* **Exercise objective**
Apart from the images, repeat the data below exactly as written.

* **Source data**
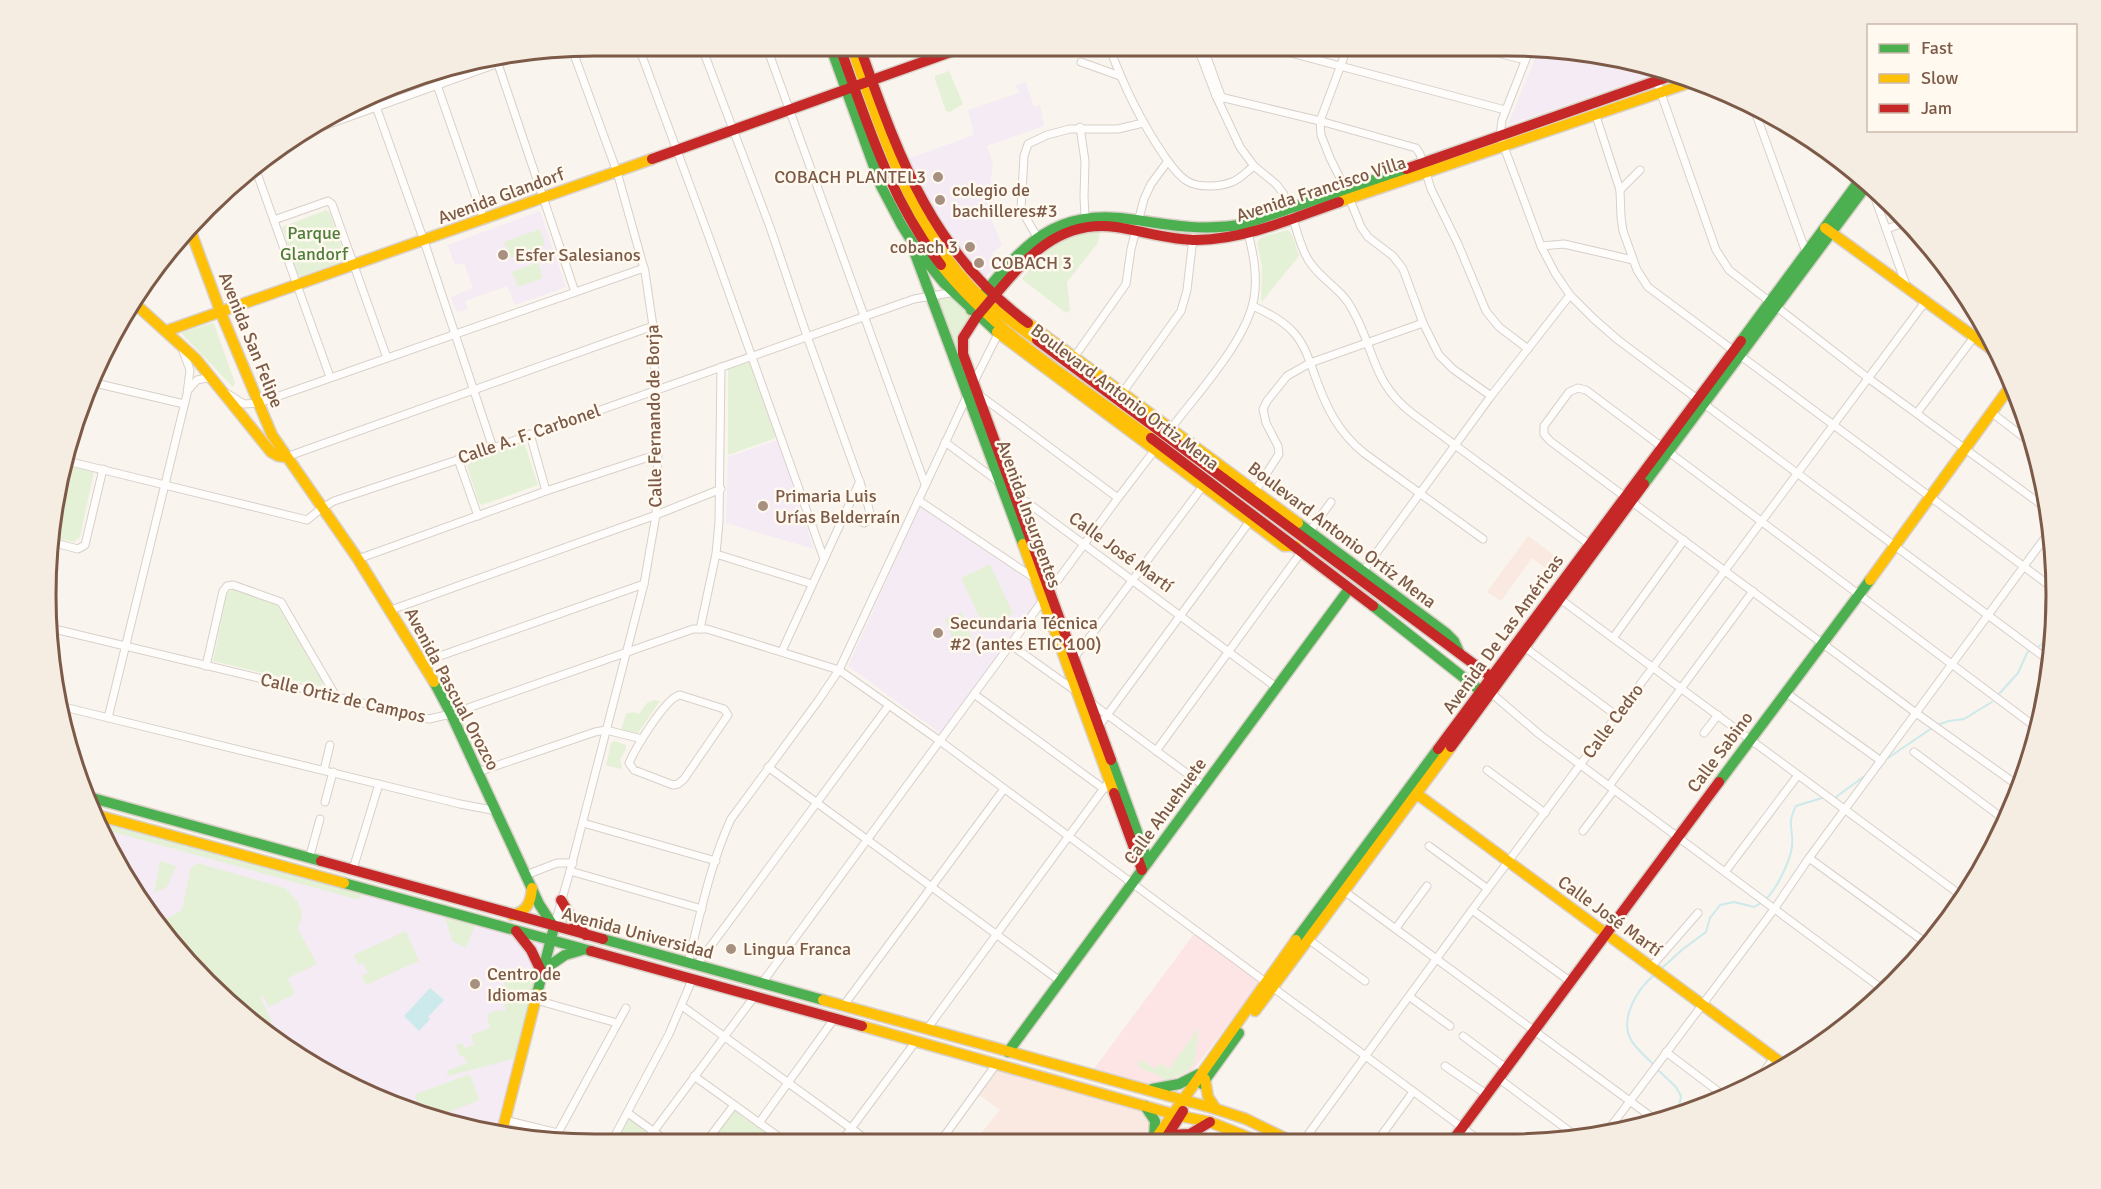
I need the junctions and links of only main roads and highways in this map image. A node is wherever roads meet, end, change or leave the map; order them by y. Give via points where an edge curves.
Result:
1 (838, 56) edge
2 (844, 56) edge
3 (852, 56) edge
4 (859, 56) edge
5 (927, 56) edge
6 (1668, 81) edge
7 (1678, 83) edge
8 (859, 85) junction
9 (1659, 87) junction
10 (1857, 185) edge
11 (1863, 190) edge
12 (1137, 225) junction
13 (1828, 230) junction
14 (192, 235) edge
15 (908, 236) junction
16 (977, 297) junction
17 (1773, 304) junction
18 (139, 307) edge
19 (221, 313) junction
20 (166, 331) junction
21 (1983, 344) edge
22 (973, 391) junction
23 (2006, 393) edge
24 (1163, 440) junction
25 (286, 456) junction
26 (1254, 494) junction
27 (1299, 549) junction
28 (1361, 574) junction
29 (1040, 579) junction
30 (1349, 589) junction
31 (1046, 597) junction
32 (1474, 663) junction
33 (1464, 678) junction
34 (1495, 680) junction
35 (1486, 692) junction
36 (1109, 782) junction
37 (1417, 794) junction
38 (96, 799) edge
39 (104, 817) edge
40 (1145, 866) junction
41 (532, 888) junction
42 (562, 897) road end
43 (512, 915) junction
44 (554, 927) junction
45 (515, 931) junction
46 (1606, 934) junction
47 (586, 936) junction
48 (550, 941) junction
49 (582, 950) junction
50 (543, 971) junction
51 (1270, 985) junction
52 (1008, 1052) junction
53 (1777, 1060) edge
54 (1203, 1076) junction
55 (1145, 1090) junction
56 (1186, 1101) junction
57 (1145, 1106) junction
58 (1216, 1109) junction
59 (1177, 1115) junction
60 (1210, 1122) junction
61 (504, 1126) edge
62 (1154, 1134) edge
63 (1160, 1134) edge
64 (1168, 1134) edge
65 (1190, 1134) edge
66 (1240, 1134) edge
67 (1277, 1134) edge
68 (1458, 1134) edge

1 - 8 main road
2 - 8 main road, Boulevard Antonio Ortiz Mena
3 - 8 main road, Boulevard Antonio Ortiz Mena
4 - 8 main road
5 - 8 main road, Avenida Glandorf
6 - 9 main road, Avenida Francisco Villa
7 - 9 main road, Avenida Francisco Villa
8 - 15 main road via 881,186
8 - 16 main road, Boulevard Antonio Ortiz Mena via 908,195 932,236
8 - 19 main road, Avenida Glandorf
9 - 12 main road, Avenida Francisco Villa via 1246,229 1193,234
10 - 13 main road, Avenida De Las Américas
11 - 13 main road, Avenida De Las Américas
12 - 16 main road, Avenida Francisco Villa via 1078,227 1063,233
12 - 16 main road, Avenida Francisco Villa via 1115,216 1086,216 1063,222 1036,237
13 - 17 main road, Avenida De Las Américas
13 - 17 main road, Avenida De Las Américas via 1806,252
13 - 21 main road
14 - 19 main road, Avenida San Felipe
15 - 16 main road via 924,259
15 - 22 main road, Avenida Insurgentes
16 - 22 main road, Avenida Insurgentes via 962,342
16 - 24 main road, Boulevard Antonio Ortiz Mena
16 - 24 main road via 1075,356 1123,392
16 - 24 main road via 998,334
17 - 34 main road, Avenida De Las Américas
18 - 20 main road, Avenida Pascual Orozco
19 - 20 main road, Avenida Glandorf
19 - 25 main road, Avenida San Felipe via 272,435
20 - 25 main road, Avenida Pascual Orozco via 212,377 271,452
22 - 29 main road, Avenida Insurgentes via 1014,493
22 - 29 main road, Avenida Insurgentes via 1000,482
23 - 46 main road, Calle Sabino
24 - 26 main road, Boulevard Antonio Ortiz Mena
24 - 27 main road, Boulevard Antonio Ortiz Mena
24 - 27 main road via 1203,486 1284,546
25 - 41 main road, Avenida Pascual Orozco via 423,662
26 - 28 main road, Boulevard Antonio Ortiz Mena
26 - 28 main road, Boulevard Antonio Ortíz Mena via 1310,531
27 - 30 main road, Boulevard Antonio Ortiz Mena
28 - 32 main road, Boulevard Antonio Ortiz Mena
29 - 31 main road, Avenida Insurgentes
30 - 33 main road, Boulevard Antonio Ortiz Mena
30 - 40 main road, Calle Ahuehuete
31 - 36 main road, Avenida Insurgentes
31 - 36 main road, Avenida Insurgentes via 1099,726
32 - 33 main road via 1472,672
32 - 34 main road, Boulevard Antonio Ortiz Mena
33 - 35 main road, Boulevard Antonio Ortiz Mena
34 - 35 main road, Avenida De Las Américas
35 - 37 main road, Avenida De Las Américas
35 - 51 main road, Avenida De Las Américas
36 - 40 main road, Avenida Insurgentes
37 - 46 main road, Calle José Martí
37 - 51 main road, Avenida De Las Américas
38 - 43 main road, Avenida Universidad
39 - 45 main road, Avenida Universidad
40 - 52 main road, Calle Ahuehuete
41 - 43 main road via 527,909
41 - 44 main road, Avenida Pascual Orozco
42 - 47 main road
43 - 44 main road, Avenida Universidad
44 - 47 main road, Avenida Universidad
44 - 48 main road
45 - 48 main road, Avenida Universidad
45 - 50 main road
46 - 53 main road, Calle José Martí
46 - 68 main road, Calle Sabino
47 - 52 main road, Avenida Universidad
48 - 49 main road, Avenida Universidad
48 - 50 main road
49 - 50 main road via 565,955
49 - 57 main road, Avenida Universidad
50 - 61 main road
51 - 54 main road, Avenida De Las Américas
52 - 55 main road, Avenida Universidad
54 - 55 main road
54 - 56 main road, Avenida De Las Américas
54 - 58 main road via 1208,1097
55 - 56 main road, Avenida Universidad
56 - 58 main road, Avenida Universidad
56 - 59 main road, Avenida De Las Américas
57 - 59 main road, Avenida Universidad
57 - 62 main road via 1155,1121
58 - 67 main road, Avenida Universidad
59 - 60 main road, Avenida Universidad
59 - 63 main road
59 - 64 main road
60 - 65 main road
60 - 66 main road, Avenida Universidad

* **Exercise output**
I need the junctions and links of only main roads and highways in this map image. A node is wherever roads meet, end, change or leave the map; order them by y. Give via points where an edge curves.
Result:
1 (838, 56) edge
2 (844, 56) edge
3 (852, 56) edge
4 (859, 56) edge
5 (927, 56) edge
6 (1668, 81) edge
7 (1678, 83) edge
8 (859, 85) junction
9 (1659, 87) junction
10 (1857, 185) edge
11 (1863, 190) edge
12 (1137, 225) junction
13 (1828, 230) junction
14 (192, 235) edge
15 (908, 236) junction
16 (977, 297) junction
17 (1773, 304) junction
18 (139, 307) edge
19 (221, 313) junction
20 (166, 331) junction
21 (1983, 344) edge
22 (973, 391) junction
23 (2006, 393) edge
24 (1163, 440) junction
25 (286, 456) junction
26 (1254, 494) junction
27 (1299, 549) junction
28 (1361, 574) junction
29 (1040, 579) junction
30 (1349, 589) junction
31 (1046, 597) junction
32 (1474, 663) junction
33 (1464, 678) junction
34 (1495, 680) junction
35 (1486, 692) junction
36 (1109, 782) junction
37 (1417, 794) junction
38 (96, 799) edge
39 (104, 817) edge
40 (1145, 866) junction
41 (532, 888) junction
42 (562, 897) road end
43 (512, 915) junction
44 (554, 927) junction
45 (515, 931) junction
46 (1606, 934) junction
47 (586, 936) junction
48 (550, 941) junction
49 (582, 950) junction
50 (543, 971) junction
51 (1270, 985) junction
52 (1008, 1052) junction
53 (1777, 1060) edge
54 (1203, 1076) junction
55 (1145, 1090) junction
56 (1186, 1101) junction
57 (1145, 1106) junction
58 (1216, 1109) junction
59 (1177, 1115) junction
60 (1210, 1122) junction
61 (504, 1126) edge
62 (1154, 1134) edge
63 (1160, 1134) edge
64 (1168, 1134) edge
65 (1190, 1134) edge
66 (1240, 1134) edge
67 (1277, 1134) edge
68 (1458, 1134) edge

1 - 8 main road
2 - 8 main road, Boulevard Antonio Ortiz Mena
3 - 8 main road, Boulevard Antonio Ortiz Mena
4 - 8 main road
5 - 8 main road, Avenida Glandorf
6 - 9 main road, Avenida Francisco Villa
7 - 9 main road, Avenida Francisco Villa
8 - 15 main road via 881,186
8 - 16 main road, Boulevard Antonio Ortiz Mena via 908,195 932,236
8 - 19 main road, Avenida Glandorf
9 - 12 main road, Avenida Francisco Villa via 1246,229 1193,234
10 - 13 main road, Avenida De Las Américas
11 - 13 main road, Avenida De Las Américas
12 - 16 main road, Avenida Francisco Villa via 1078,227 1063,233
12 - 16 main road, Avenida Francisco Villa via 1115,216 1086,216 1063,222 1036,237
13 - 17 main road, Avenida De Las Américas
13 - 17 main road, Avenida De Las Américas via 1806,252
13 - 21 main road
14 - 19 main road, Avenida San Felipe
15 - 16 main road via 924,259
15 - 22 main road, Avenida Insurgentes
16 - 22 main road, Avenida Insurgentes via 962,342
16 - 24 main road, Boulevard Antonio Ortiz Mena
16 - 24 main road via 1075,356 1123,392
16 - 24 main road via 998,334
17 - 34 main road, Avenida De Las Américas
18 - 20 main road, Avenida Pascual Orozco
19 - 20 main road, Avenida Glandorf
19 - 25 main road, Avenida San Felipe via 272,435
20 - 25 main road, Avenida Pascual Orozco via 212,377 271,452
22 - 29 main road, Avenida Insurgentes via 1014,493
22 - 29 main road, Avenida Insurgentes via 1000,482
23 - 46 main road, Calle Sabino
24 - 26 main road, Boulevard Antonio Ortiz Mena
24 - 27 main road, Boulevard Antonio Ortiz Mena
24 - 27 main road via 1203,486 1284,546
25 - 41 main road, Avenida Pascual Orozco via 423,662
26 - 28 main road, Boulevard Antonio Ortiz Mena
26 - 28 main road, Boulevard Antonio Ortíz Mena via 1310,531
27 - 30 main road, Boulevard Antonio Ortiz Mena
28 - 32 main road, Boulevard Antonio Ortiz Mena
29 - 31 main road, Avenida Insurgentes
30 - 33 main road, Boulevard Antonio Ortiz Mena
30 - 40 main road, Calle Ahuehuete
31 - 36 main road, Avenida Insurgentes
31 - 36 main road, Avenida Insurgentes via 1099,726
32 - 33 main road via 1472,672
32 - 34 main road, Boulevard Antonio Ortiz Mena
33 - 35 main road, Boulevard Antonio Ortiz Mena
34 - 35 main road, Avenida De Las Américas
35 - 37 main road, Avenida De Las Américas
35 - 51 main road, Avenida De Las Américas
36 - 40 main road, Avenida Insurgentes
37 - 46 main road, Calle José Martí
37 - 51 main road, Avenida De Las Américas
38 - 43 main road, Avenida Universidad
39 - 45 main road, Avenida Universidad
40 - 52 main road, Calle Ahuehuete
41 - 43 main road via 527,909
41 - 44 main road, Avenida Pascual Orozco
42 - 47 main road
43 - 44 main road, Avenida Universidad
44 - 47 main road, Avenida Universidad
44 - 48 main road
45 - 48 main road, Avenida Universidad
45 - 50 main road
46 - 53 main road, Calle José Martí
46 - 68 main road, Calle Sabino
47 - 52 main road, Avenida Universidad
48 - 49 main road, Avenida Universidad
48 - 50 main road
49 - 50 main road via 565,955
49 - 57 main road, Avenida Universidad
50 - 61 main road
51 - 54 main road, Avenida De Las Américas
52 - 55 main road, Avenida Universidad
54 - 55 main road
54 - 56 main road, Avenida De Las Américas
54 - 58 main road via 1208,1097
55 - 56 main road, Avenida Universidad
56 - 58 main road, Avenida Universidad
56 - 59 main road, Avenida De Las Américas
57 - 59 main road, Avenida Universidad
57 - 62 main road via 1155,1121
58 - 67 main road, Avenida Universidad
59 - 60 main road, Avenida Universidad
59 - 63 main road
59 - 64 main road
60 - 65 main road
60 - 66 main road, Avenida Universidad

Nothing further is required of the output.